A glut in public hospital admissions causes ambulance delays, prompting a 'code orange' health alarm, according to Ambulance Victoria
VICTORIA'S ambulance service was so overwhelmed yesterday that it activated the government's emergency response plan to put doctors on notice so they could be called in to help.
A spokesman for Ambulance Victoria yesterday said high levels of winter illness had caused it to call a "code orange" between midnight and 8.30am.
The code is the second highest level of alert in the state's Health Emergency Response Plan, which was designed to manage healthcare for disasters such as bushfires and mass-casualty transport accidents.
Ambulance Victoria spokesman Danny McGennisken would not tell The Age how often the emergency plan was invoked for normal winter demand, but said it was "not unusual" to use it during peak times.
However, the ambulance union and state opposition said it was extraordinary for the service to use the plan for predictable increased demand in winter, and they questioned why the service could not bolster its own resources to respond adequately.
The move came as the service also revealed it had introduced a controversial new plan to drop less urgent patients in emergency department waiting rooms to reduce the time spent handing patients over to medical staff.
Ambulance Employees Association state secretary Steve McGhie said he had heard of the
service invoking the emergency plan only a handful of times, including during a heatwave and on one night last year when a man died after calling for an ambulance 11 times.
"This is an ambulance service in crisis," he said. "There would not have been one additional staff member put on yesterday and, if anything, they were probably below their minimum resourcing requirements because they're not filling shifts when people are off sick.
"This is day-to-day ambulance work. Winters have been going for hundreds of years and we can't plan for it?"
Mr McGhie said although the government had partly honoured its commitment to increase paramedic numbers by about 200 of the 310 promised, the service was losing about 150 a year through resignations.
Opposition health spokesman Gavin Jennings said the government was failing to meet demand with its own resources. "It's extraordinary. The plan was not meant to be used for this reason," he said.
Ambulance Victoria has also started trialling a plan for paramedics to leave less urgent patients in emergency department waiting rooms rather than staying with them until a full handover to medical staff.
The plan has infuriated Australian Medical Association state president Steve Parnis, who said he had not been notified of it.
"If a patient is deemed unwell enough that they needed to be transferred to hospital by ambulance, it would be completely unacceptable for them to be unloaded into a waiting area or any other part of the emergency department without a proper form of clinical hand-over. It would be dangerous and completely inappropriate," he said.
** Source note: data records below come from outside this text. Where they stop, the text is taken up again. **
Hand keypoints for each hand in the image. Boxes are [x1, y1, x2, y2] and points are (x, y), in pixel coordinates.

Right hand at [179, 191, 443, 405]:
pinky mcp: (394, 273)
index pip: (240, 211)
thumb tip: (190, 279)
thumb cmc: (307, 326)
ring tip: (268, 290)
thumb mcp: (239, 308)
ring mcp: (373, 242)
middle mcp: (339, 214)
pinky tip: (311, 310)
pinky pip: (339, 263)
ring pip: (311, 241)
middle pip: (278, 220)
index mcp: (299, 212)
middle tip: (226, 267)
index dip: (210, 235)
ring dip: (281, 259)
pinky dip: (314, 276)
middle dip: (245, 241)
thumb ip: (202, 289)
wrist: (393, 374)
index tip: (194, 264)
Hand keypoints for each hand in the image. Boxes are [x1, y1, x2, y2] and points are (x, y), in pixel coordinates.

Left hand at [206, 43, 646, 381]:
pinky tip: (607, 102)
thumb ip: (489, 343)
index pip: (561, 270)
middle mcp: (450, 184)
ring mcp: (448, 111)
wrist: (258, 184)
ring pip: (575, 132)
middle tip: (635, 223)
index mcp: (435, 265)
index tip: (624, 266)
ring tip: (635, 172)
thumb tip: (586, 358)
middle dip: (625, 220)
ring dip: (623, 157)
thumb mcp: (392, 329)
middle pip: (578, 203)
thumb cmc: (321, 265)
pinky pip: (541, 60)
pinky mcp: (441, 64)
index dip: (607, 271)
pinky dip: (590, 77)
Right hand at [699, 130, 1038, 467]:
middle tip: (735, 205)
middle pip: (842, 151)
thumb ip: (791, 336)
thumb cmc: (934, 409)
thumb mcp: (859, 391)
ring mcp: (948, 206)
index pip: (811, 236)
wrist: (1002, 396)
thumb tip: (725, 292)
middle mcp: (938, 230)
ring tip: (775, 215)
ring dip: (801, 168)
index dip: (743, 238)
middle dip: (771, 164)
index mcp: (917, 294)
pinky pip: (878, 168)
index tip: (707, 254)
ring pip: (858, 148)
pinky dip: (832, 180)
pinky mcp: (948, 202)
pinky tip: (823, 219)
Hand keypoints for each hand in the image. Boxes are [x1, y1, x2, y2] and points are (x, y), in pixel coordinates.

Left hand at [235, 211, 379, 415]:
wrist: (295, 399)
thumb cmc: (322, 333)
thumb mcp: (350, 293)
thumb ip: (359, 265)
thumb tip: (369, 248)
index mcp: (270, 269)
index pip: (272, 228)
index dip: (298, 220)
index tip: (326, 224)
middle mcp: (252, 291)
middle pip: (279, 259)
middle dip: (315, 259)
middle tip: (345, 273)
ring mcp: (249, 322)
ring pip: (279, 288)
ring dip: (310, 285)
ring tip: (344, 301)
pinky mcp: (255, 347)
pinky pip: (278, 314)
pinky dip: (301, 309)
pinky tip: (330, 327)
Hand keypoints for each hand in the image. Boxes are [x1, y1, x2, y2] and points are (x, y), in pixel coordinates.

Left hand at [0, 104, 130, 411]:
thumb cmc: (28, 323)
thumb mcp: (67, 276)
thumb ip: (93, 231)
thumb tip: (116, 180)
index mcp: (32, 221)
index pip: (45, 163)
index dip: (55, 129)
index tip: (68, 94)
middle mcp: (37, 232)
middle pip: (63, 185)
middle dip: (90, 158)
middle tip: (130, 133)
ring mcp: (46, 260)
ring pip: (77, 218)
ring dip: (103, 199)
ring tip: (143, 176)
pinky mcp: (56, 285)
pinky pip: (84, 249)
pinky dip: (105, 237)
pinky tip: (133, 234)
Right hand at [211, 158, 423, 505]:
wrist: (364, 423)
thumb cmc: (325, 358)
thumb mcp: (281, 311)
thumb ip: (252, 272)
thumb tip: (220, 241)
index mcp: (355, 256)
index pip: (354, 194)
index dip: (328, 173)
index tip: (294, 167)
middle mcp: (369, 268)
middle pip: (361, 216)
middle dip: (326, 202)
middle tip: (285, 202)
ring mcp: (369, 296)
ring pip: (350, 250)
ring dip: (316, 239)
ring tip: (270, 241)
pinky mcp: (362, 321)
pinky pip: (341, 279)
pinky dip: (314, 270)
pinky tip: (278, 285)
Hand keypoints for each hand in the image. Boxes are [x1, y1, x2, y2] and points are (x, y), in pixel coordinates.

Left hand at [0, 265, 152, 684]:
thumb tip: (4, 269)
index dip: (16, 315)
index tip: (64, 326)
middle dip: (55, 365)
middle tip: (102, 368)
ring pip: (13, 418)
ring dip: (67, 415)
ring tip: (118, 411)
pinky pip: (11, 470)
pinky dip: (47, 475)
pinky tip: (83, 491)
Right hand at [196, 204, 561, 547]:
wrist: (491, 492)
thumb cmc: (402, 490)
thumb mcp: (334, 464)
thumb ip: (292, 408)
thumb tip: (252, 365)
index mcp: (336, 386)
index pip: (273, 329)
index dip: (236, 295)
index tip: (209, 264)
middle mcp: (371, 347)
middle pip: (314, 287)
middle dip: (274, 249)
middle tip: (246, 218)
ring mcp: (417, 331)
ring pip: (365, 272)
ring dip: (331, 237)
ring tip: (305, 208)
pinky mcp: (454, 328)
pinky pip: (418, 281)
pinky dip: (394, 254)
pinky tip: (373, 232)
"A huge aspect of risk management is safe and thorough clinical handover, so if the problem is with a lack of resources, that's the thing that needs to be addressed here … cutting corners at the risk of patient safety is unacceptable."
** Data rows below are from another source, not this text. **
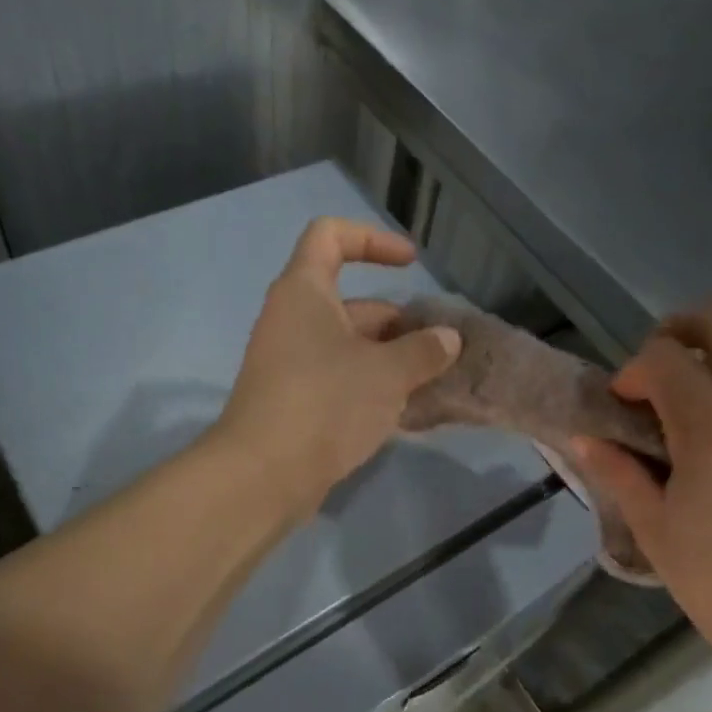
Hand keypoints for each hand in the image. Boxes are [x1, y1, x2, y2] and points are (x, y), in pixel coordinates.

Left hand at [217, 218, 463, 520]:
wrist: (264, 475)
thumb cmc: (326, 403)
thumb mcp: (387, 373)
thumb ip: (423, 351)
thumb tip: (447, 339)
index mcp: (305, 292)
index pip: (331, 236)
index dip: (373, 239)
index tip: (411, 264)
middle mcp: (292, 320)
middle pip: (351, 303)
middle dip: (398, 322)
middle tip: (438, 350)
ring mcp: (290, 364)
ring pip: (349, 347)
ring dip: (390, 360)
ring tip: (432, 382)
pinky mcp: (294, 401)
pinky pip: (339, 380)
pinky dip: (371, 386)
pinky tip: (406, 411)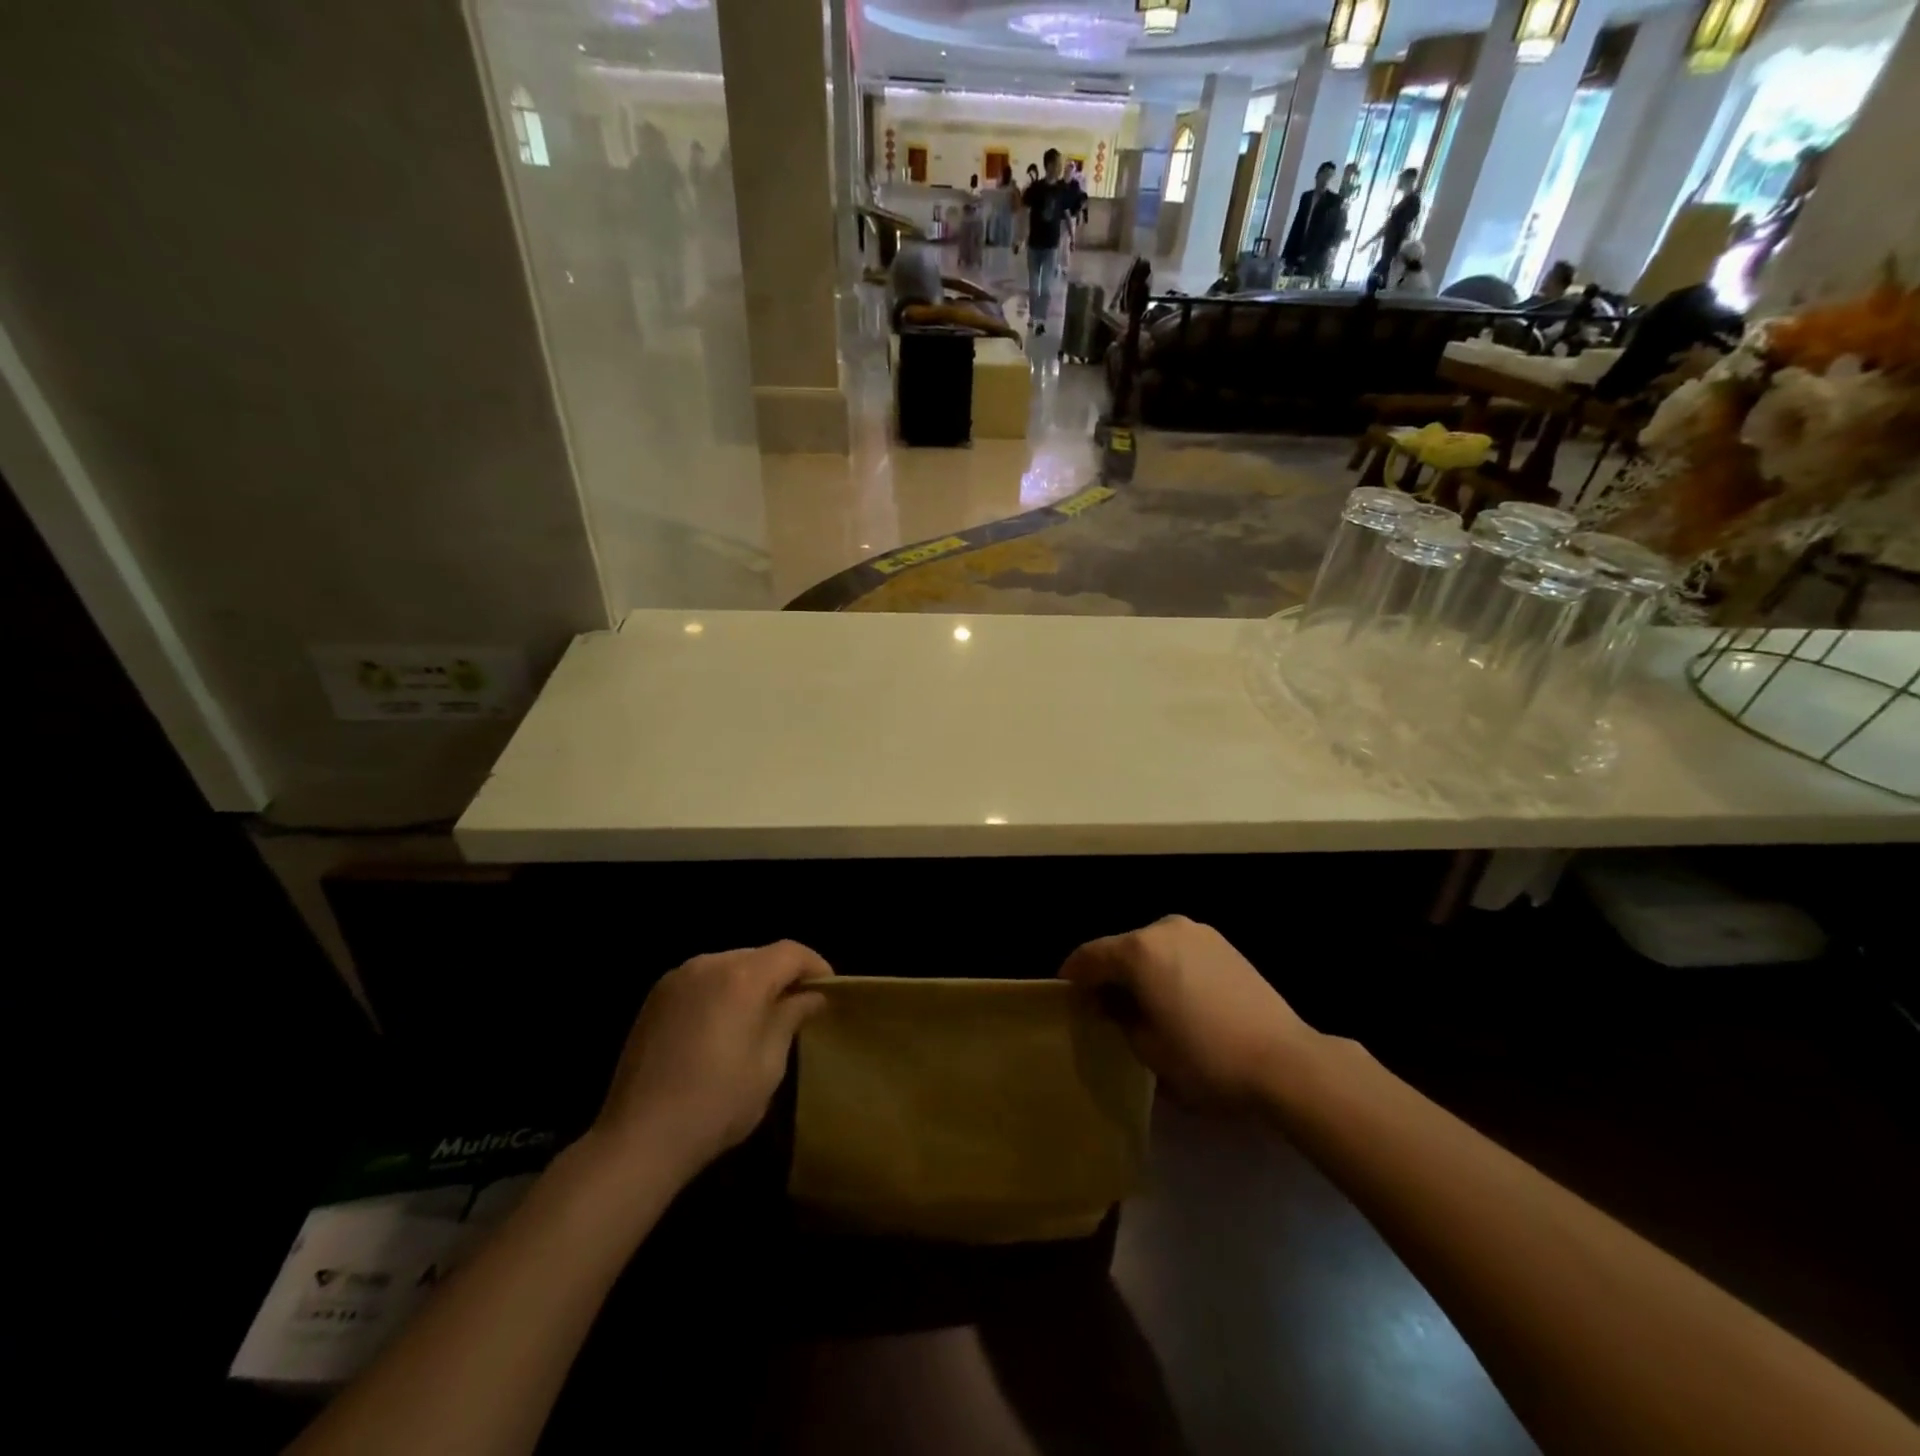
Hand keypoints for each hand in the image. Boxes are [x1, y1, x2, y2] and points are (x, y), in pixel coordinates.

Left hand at [595, 942, 831, 1180]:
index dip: (815, 966)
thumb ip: (791, 1018)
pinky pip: (703, 980)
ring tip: (761, 1018)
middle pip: (760, 956)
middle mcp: (709, 964)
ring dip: (751, 983)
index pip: (791, 952)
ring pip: (730, 965)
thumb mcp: (769, 1065)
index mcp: (741, 977)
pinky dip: (722, 992)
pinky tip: (723, 1026)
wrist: (638, 1139)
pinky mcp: (656, 997)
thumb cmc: (716, 1104)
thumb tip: (811, 996)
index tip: (828, 992)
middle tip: (798, 1008)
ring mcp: (677, 978)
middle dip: (783, 975)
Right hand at [1059, 916, 1310, 1104]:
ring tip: (1142, 1004)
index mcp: (1138, 950)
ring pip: (1151, 948)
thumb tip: (1110, 1003)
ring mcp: (1198, 932)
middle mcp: (1164, 929)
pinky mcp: (1223, 944)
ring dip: (1139, 971)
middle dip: (1108, 974)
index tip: (1067, 997)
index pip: (1089, 956)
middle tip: (1103, 1007)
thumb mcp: (1147, 1048)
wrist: (1284, 1061)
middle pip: (1121, 948)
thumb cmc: (1205, 1058)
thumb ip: (1118, 1017)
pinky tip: (1176, 998)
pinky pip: (1179, 952)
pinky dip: (1167, 968)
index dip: (1073, 977)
Dr Parnis, an emergency physician, said hospitals had been under enormous pressure in recent weeks as high levels of flu had hit Victoria's ageing population.
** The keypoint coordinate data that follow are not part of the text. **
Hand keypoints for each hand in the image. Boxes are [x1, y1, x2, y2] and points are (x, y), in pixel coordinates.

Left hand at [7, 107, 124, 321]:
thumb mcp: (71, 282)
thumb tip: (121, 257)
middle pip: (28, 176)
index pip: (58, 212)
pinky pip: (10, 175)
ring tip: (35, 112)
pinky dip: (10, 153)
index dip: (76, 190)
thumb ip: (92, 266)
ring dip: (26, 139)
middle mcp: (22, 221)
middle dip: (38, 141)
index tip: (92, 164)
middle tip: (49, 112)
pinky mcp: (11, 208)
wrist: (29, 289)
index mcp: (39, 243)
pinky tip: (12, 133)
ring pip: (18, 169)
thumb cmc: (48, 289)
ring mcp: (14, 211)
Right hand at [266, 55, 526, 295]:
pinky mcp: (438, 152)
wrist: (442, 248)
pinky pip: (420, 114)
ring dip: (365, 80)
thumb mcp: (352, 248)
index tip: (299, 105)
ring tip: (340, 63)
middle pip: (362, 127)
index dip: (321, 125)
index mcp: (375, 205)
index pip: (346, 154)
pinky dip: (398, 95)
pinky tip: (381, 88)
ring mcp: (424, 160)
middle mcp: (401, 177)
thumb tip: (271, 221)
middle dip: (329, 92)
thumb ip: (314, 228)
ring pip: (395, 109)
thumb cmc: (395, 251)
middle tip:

Mr McGennisken said the trial involved paramedics having some discussion with hospital staff. "Patient safety is imperative and normal handover practices at hospitals are always followed," he said.
Health Minister David Davis did not answer questions on the issues last night. However, he said the emergency trial would help free up ambulances while he worked to deliver a $151 million election commitment to boost the ambulance service.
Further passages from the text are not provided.